Start of Exercise inputs

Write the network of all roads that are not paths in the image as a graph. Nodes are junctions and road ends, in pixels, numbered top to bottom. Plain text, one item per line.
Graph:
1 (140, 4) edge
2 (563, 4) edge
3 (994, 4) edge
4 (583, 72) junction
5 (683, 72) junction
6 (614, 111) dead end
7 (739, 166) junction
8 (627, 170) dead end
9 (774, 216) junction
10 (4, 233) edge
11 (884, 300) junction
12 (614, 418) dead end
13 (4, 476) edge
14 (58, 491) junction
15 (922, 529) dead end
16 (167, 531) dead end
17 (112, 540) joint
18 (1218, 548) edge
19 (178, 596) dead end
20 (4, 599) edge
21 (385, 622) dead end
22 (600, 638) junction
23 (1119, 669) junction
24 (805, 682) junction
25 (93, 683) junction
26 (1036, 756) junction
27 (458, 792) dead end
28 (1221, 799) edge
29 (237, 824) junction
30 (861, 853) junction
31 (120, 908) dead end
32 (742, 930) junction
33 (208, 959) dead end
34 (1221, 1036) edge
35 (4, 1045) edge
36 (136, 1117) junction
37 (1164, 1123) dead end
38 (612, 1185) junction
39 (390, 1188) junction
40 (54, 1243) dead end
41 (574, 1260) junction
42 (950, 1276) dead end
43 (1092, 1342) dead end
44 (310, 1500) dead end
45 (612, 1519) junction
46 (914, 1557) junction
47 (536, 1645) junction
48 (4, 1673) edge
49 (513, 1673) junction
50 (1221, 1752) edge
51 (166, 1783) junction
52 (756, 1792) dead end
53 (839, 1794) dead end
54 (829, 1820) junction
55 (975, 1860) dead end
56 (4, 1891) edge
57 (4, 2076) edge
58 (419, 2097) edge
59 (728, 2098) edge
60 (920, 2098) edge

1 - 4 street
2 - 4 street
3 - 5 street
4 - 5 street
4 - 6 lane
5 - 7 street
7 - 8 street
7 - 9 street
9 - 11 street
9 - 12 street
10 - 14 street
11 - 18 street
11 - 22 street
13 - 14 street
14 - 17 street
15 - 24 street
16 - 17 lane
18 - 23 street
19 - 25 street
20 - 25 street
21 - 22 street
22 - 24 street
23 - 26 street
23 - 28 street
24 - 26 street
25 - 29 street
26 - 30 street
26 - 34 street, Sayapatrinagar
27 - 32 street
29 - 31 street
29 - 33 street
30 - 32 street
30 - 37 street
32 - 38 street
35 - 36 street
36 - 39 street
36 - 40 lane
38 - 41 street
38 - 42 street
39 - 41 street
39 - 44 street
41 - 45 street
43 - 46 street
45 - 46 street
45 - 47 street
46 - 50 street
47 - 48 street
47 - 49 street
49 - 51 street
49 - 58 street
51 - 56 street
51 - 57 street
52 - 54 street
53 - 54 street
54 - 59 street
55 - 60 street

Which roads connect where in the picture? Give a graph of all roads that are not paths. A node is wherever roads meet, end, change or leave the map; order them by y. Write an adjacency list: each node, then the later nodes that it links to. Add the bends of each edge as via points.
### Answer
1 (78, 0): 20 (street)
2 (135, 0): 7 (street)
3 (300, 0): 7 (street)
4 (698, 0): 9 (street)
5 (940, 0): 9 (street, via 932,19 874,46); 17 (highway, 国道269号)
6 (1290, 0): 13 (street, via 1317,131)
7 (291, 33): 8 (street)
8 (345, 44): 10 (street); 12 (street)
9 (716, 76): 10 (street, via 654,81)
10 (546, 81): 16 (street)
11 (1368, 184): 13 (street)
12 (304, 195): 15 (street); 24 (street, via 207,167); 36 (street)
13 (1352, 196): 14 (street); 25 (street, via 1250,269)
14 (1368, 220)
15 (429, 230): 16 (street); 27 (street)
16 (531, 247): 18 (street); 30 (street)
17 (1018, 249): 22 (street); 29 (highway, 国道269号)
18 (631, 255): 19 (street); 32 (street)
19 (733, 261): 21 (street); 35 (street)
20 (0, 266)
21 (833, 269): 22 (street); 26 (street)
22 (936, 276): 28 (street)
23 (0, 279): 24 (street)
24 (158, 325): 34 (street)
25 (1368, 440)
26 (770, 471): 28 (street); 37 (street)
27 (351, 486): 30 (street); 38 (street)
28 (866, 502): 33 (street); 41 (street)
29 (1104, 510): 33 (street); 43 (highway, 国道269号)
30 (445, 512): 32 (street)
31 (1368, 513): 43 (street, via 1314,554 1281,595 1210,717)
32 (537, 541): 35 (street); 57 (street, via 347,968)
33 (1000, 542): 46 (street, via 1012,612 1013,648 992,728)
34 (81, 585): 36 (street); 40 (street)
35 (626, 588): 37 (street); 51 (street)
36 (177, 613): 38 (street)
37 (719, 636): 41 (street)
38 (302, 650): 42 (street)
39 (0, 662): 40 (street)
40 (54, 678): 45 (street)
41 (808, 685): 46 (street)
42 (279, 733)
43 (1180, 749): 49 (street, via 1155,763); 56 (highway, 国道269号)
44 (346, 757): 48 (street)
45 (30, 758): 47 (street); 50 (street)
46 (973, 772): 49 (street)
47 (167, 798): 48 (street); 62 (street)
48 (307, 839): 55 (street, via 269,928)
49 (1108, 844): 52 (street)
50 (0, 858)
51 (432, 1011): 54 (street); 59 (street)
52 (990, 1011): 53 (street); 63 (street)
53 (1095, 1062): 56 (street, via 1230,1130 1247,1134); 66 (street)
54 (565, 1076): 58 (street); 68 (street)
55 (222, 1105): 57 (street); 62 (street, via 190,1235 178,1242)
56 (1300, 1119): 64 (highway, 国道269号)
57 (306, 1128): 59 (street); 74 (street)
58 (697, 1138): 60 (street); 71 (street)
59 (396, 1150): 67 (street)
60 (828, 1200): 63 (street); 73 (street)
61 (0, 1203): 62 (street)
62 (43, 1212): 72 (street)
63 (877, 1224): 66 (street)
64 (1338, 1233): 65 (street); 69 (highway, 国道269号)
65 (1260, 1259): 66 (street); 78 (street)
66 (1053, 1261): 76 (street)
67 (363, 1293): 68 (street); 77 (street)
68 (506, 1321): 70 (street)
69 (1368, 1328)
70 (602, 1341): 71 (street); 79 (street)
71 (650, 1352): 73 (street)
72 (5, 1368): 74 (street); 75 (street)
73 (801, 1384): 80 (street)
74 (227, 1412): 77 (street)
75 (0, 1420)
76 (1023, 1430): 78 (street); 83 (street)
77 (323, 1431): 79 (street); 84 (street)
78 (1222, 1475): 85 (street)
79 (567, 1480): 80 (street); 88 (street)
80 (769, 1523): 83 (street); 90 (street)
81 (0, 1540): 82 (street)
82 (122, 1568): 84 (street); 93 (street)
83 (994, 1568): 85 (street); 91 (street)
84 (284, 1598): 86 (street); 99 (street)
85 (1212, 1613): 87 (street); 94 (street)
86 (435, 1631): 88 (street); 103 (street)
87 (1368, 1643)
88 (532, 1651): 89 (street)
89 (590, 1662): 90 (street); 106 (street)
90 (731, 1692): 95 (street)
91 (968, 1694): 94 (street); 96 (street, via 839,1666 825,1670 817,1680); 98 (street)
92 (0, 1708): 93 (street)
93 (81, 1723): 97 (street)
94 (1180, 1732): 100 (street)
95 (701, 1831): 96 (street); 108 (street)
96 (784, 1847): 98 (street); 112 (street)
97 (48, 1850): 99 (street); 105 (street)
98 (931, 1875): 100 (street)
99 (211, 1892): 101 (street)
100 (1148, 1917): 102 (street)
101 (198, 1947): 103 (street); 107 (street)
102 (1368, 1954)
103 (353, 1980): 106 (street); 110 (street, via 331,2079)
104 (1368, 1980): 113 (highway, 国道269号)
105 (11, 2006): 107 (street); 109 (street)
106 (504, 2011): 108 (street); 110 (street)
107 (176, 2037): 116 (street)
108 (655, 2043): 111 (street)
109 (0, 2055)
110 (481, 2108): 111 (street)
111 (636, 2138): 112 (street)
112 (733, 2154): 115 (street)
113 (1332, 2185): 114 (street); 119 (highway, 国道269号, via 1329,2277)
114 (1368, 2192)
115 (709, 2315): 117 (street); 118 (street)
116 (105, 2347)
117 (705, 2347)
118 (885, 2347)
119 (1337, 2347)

End of Exercise inputs

Filter the records down to the lines containing the word "roads", and copy those.

Write the network of all roads that are not paths in the image as a graph. Nodes are junctions and road ends, in pixels, numbered top to bottom. Plain text, one item per line.
Which roads connect where in the picture? Give a graph of all roads that are not paths. A node is wherever roads meet, end, change or leave the map; order them by y. Write an adjacency list: each node, then the later nodes that it links to. Add the bends of each edge as via points.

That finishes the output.